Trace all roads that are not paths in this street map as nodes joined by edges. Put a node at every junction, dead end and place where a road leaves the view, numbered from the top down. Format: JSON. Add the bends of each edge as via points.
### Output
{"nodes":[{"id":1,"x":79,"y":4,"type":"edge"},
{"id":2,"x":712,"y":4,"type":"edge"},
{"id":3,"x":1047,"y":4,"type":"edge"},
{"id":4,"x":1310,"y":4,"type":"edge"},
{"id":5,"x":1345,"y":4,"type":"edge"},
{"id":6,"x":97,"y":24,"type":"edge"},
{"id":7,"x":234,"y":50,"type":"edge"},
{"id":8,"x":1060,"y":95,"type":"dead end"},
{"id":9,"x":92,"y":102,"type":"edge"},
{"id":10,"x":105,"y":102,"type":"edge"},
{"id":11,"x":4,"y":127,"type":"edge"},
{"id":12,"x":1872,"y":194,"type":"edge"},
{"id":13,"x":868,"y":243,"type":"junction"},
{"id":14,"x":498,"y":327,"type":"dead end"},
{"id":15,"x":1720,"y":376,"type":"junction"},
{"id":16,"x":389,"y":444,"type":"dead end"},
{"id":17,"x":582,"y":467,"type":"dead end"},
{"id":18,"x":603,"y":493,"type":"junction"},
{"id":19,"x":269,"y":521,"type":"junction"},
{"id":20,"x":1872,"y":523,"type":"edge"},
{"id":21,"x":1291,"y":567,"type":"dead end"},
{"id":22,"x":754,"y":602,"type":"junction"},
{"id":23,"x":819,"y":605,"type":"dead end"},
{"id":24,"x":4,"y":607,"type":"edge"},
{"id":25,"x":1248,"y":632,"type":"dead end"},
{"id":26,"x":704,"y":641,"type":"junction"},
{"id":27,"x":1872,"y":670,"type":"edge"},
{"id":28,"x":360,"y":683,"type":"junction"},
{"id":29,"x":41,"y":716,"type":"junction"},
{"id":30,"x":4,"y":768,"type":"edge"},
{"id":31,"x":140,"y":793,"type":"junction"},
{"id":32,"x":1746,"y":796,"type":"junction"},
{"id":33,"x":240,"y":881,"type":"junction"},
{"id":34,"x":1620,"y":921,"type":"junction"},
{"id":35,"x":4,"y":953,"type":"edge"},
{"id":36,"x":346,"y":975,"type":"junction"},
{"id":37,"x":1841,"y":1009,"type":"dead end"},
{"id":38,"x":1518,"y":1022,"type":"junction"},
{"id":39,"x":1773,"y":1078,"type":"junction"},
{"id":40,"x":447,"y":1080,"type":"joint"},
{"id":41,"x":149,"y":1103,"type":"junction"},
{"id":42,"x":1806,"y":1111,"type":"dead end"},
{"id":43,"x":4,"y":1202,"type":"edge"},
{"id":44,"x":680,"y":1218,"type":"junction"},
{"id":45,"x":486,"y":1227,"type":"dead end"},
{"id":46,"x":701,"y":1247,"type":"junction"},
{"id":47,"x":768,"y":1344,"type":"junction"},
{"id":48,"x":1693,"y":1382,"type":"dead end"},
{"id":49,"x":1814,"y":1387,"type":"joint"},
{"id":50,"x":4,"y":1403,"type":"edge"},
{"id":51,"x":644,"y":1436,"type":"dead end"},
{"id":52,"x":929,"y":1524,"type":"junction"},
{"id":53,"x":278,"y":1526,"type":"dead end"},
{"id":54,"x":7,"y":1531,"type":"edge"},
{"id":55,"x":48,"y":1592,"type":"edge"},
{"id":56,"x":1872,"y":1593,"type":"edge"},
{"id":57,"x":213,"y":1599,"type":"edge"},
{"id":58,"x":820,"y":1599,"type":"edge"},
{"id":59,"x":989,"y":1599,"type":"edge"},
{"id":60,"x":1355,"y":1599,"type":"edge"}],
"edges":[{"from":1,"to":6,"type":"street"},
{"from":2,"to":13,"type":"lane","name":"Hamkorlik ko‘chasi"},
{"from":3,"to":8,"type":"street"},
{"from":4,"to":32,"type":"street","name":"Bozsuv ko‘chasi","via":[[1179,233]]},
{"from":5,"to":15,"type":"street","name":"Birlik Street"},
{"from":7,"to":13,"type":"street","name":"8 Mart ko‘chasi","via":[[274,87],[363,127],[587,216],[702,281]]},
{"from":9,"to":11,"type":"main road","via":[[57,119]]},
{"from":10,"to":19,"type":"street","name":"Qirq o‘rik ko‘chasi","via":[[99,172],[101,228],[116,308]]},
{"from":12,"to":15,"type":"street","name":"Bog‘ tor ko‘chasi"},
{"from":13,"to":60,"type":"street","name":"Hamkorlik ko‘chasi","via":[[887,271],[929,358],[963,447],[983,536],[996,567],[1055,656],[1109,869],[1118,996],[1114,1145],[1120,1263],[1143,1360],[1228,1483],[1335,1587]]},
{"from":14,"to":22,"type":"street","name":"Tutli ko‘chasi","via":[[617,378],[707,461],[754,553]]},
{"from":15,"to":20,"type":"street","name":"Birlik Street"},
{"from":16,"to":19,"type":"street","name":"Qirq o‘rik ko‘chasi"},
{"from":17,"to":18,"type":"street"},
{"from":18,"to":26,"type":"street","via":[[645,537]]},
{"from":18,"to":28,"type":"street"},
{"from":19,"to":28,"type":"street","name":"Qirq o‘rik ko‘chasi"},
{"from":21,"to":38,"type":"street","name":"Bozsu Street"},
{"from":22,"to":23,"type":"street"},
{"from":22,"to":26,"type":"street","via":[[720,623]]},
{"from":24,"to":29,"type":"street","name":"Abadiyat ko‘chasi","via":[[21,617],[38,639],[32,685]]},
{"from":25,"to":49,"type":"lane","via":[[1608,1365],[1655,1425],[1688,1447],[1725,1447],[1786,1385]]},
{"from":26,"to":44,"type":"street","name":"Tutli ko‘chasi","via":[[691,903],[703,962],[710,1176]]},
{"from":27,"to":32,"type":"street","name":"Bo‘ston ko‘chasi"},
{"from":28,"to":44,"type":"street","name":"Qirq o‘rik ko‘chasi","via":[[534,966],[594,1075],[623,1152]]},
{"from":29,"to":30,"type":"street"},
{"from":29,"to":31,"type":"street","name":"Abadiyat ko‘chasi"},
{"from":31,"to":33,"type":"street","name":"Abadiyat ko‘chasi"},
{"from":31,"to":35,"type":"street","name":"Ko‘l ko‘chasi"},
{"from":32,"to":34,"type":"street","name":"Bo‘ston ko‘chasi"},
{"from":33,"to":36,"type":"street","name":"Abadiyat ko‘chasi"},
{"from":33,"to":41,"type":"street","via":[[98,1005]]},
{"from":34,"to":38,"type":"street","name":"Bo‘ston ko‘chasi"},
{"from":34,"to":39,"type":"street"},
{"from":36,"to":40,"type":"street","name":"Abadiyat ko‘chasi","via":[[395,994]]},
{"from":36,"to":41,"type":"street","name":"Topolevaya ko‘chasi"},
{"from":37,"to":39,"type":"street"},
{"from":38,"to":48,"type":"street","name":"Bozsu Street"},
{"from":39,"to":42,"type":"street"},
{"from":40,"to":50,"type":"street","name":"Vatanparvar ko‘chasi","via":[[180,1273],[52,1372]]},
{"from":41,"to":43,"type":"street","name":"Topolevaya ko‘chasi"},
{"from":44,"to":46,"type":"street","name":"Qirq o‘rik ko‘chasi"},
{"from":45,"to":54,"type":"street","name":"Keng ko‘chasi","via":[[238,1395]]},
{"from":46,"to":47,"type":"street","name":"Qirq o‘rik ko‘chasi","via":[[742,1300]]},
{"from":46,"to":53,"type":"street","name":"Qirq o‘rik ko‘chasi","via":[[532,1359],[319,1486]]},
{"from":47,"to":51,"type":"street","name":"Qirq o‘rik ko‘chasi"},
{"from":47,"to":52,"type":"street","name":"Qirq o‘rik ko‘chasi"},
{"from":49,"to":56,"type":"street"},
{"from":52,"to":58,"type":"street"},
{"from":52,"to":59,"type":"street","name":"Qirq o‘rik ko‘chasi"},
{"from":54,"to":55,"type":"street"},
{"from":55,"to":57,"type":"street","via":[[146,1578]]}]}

:::::

● **Task to carry out**
Say how many of the lines above include the string "nodes", and give no other words.

● **Task answer**
2